J Neurol Neurosurg Psychiatry. 2011 Aug;82(8):888-91. doi: 10.1136/jnnp.2009.196790. Epub 2010 Jun 28.
Boucher-Neuhäuser syndrome (BNS) is rare autosomal recessive disease, characterised by cerebellar ataxia, hypogonadotropic hypogonadism and chorio-retinal degeneration.
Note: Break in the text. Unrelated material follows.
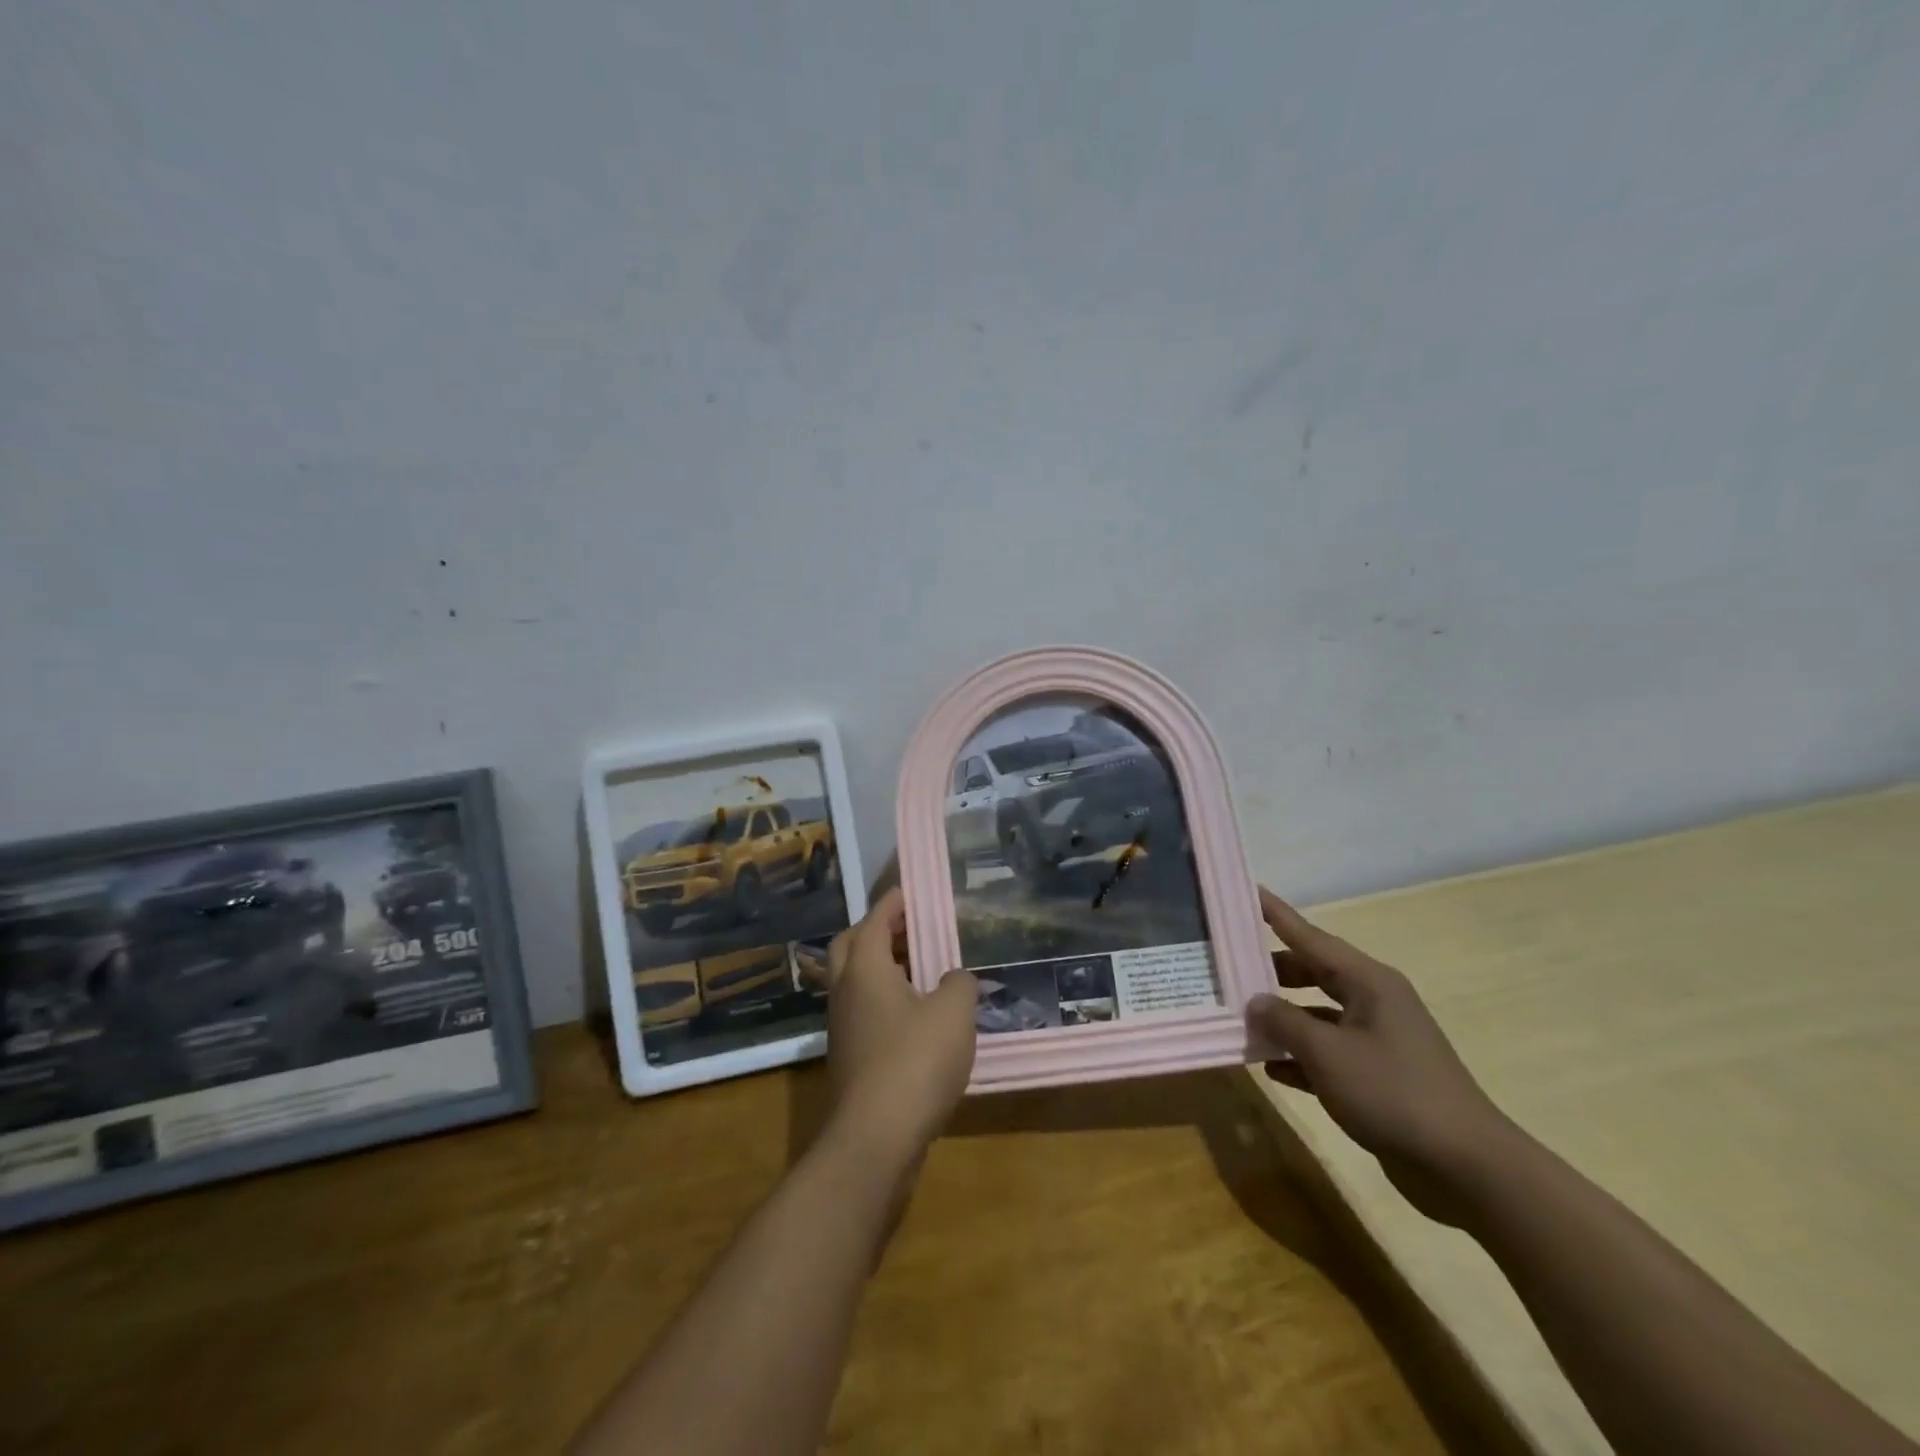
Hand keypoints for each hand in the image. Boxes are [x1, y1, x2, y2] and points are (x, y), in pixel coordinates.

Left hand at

The authors report a family (brother, 22 years and sister 24 years) with late-onset BNS (>10 years). They had subnormal intelligence; the cerebellar ataxia was progressive over 2 years with early functional dependence. Puberty was attained in a brother with testosterone injections, while the girl had primary amenorrhoea. There were no associated visual complaints. They both had diffuse periventricular white-matter hyperintensities in cerebral cortex and diffuse cerebellar atrophy in the MRI.
布谢尔-纽豪泽综合征(BNS)是一种罕见的常染色体隐性遗传病,其特征为小脑性共济失调、促性腺激素低下性性腺功能减退和脉络膜视网膜变性。作者报告了一个家族(哥哥 22 岁,妹妹 24 岁)患有迟发性 BNS(>10 年)。他们智力低下;小脑性共济失调在 2 年内逐渐加重,且早期功能依赖。哥哥通过睾丸激素注射来获得青春期,而女孩则原发性闭经。他们均无视力相关的主诉。MRI 显示他们均有弥漫性脑室周围白质高信号和弥漫性小脑萎缩。